* _Brief_:
Search the entries below for the string "East" and copy the lines that hold it.
***** Given data *****
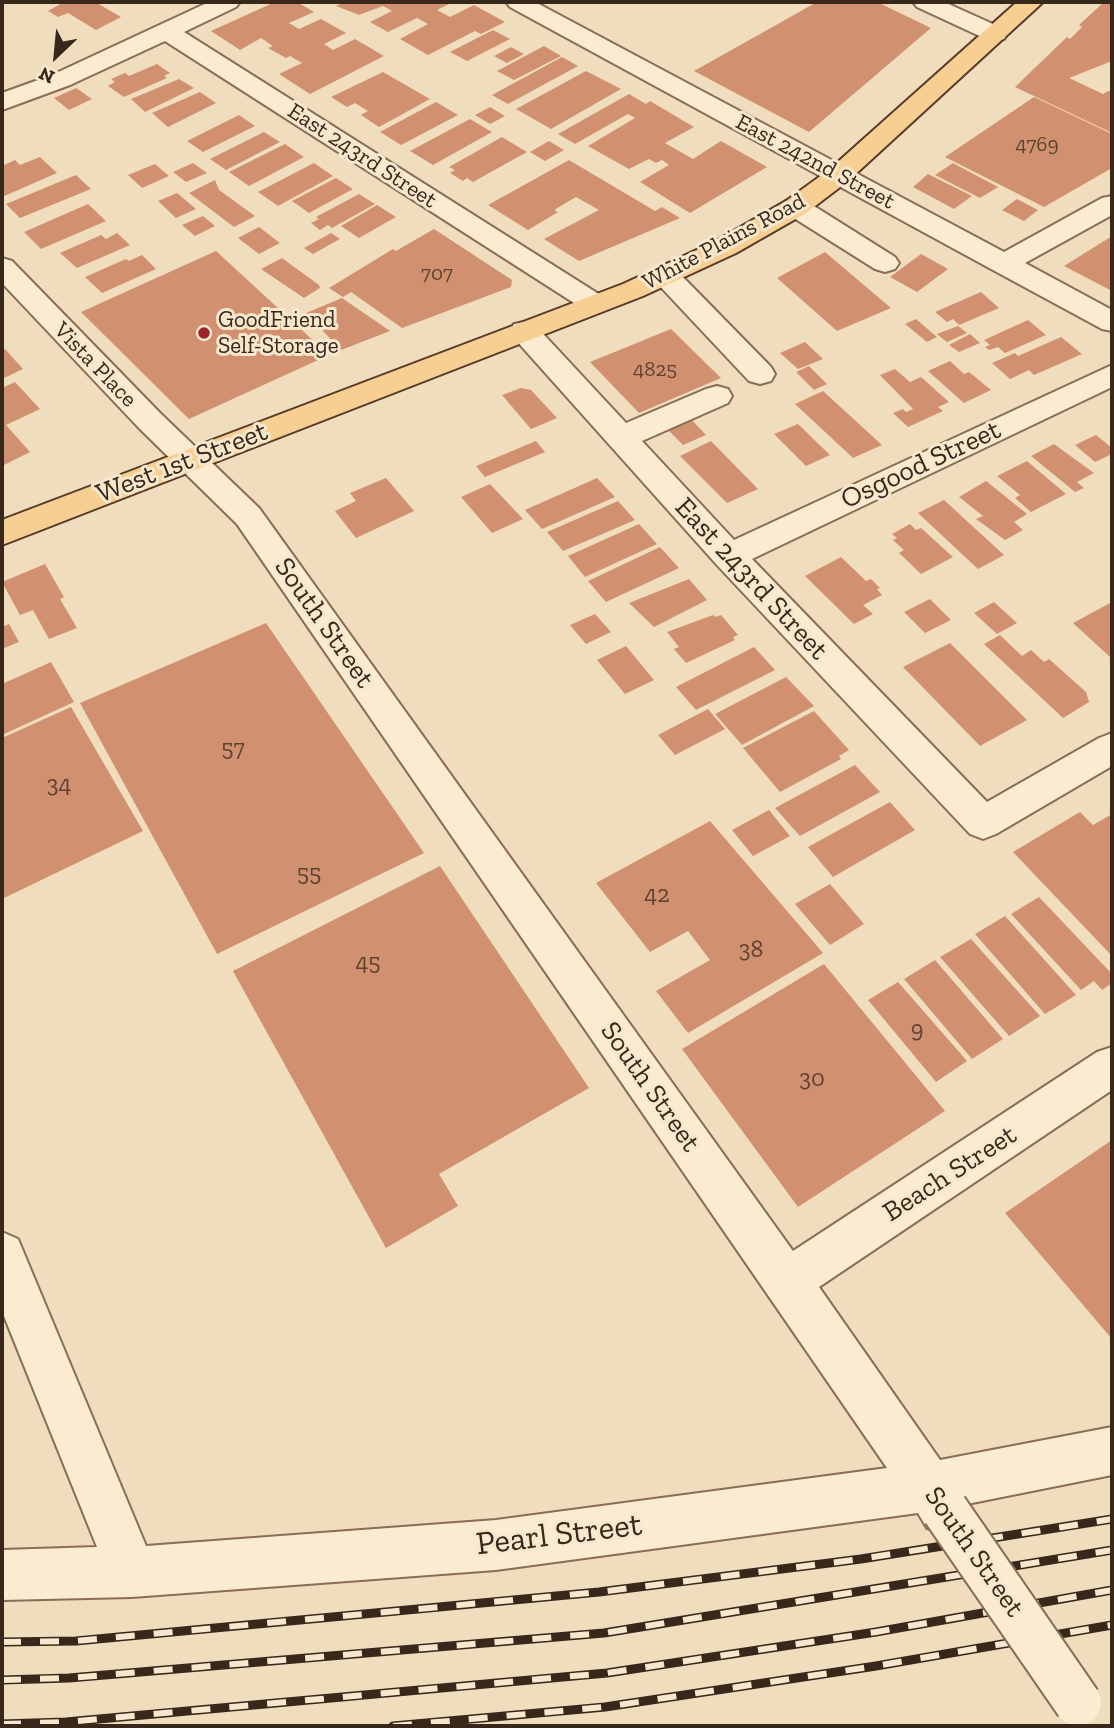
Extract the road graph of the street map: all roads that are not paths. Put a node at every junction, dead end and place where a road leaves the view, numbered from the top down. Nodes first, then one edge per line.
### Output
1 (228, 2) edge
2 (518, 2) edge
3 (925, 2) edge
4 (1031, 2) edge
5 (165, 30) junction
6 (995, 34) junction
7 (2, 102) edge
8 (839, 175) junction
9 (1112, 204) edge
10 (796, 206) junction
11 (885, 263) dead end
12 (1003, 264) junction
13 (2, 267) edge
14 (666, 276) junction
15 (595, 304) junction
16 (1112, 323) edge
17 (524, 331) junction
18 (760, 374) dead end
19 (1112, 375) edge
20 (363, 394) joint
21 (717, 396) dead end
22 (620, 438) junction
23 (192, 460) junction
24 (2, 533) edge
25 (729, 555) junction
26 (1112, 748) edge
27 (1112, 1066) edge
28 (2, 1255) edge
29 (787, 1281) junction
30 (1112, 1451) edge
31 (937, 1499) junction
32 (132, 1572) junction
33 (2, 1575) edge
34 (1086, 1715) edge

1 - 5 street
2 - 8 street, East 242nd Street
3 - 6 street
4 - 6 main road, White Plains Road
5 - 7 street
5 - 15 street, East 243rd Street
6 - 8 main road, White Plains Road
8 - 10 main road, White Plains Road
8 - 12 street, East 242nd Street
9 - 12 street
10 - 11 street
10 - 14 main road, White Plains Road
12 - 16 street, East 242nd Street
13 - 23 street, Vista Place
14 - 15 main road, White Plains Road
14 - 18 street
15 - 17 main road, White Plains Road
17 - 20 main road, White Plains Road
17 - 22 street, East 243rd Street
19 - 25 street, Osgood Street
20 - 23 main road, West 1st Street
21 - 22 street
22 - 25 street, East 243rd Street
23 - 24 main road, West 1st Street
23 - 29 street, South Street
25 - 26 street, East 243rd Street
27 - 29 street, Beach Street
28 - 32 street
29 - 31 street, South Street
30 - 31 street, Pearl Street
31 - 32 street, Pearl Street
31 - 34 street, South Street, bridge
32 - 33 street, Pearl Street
*****
* _Reply_:
2 - 8 street, East 242nd Street
5 - 15 street, East 243rd Street
8 - 12 street, East 242nd Street
12 - 16 street, East 242nd Street
17 - 22 street, East 243rd Street
22 - 25 street, East 243rd Street
25 - 26 street, East 243rd Street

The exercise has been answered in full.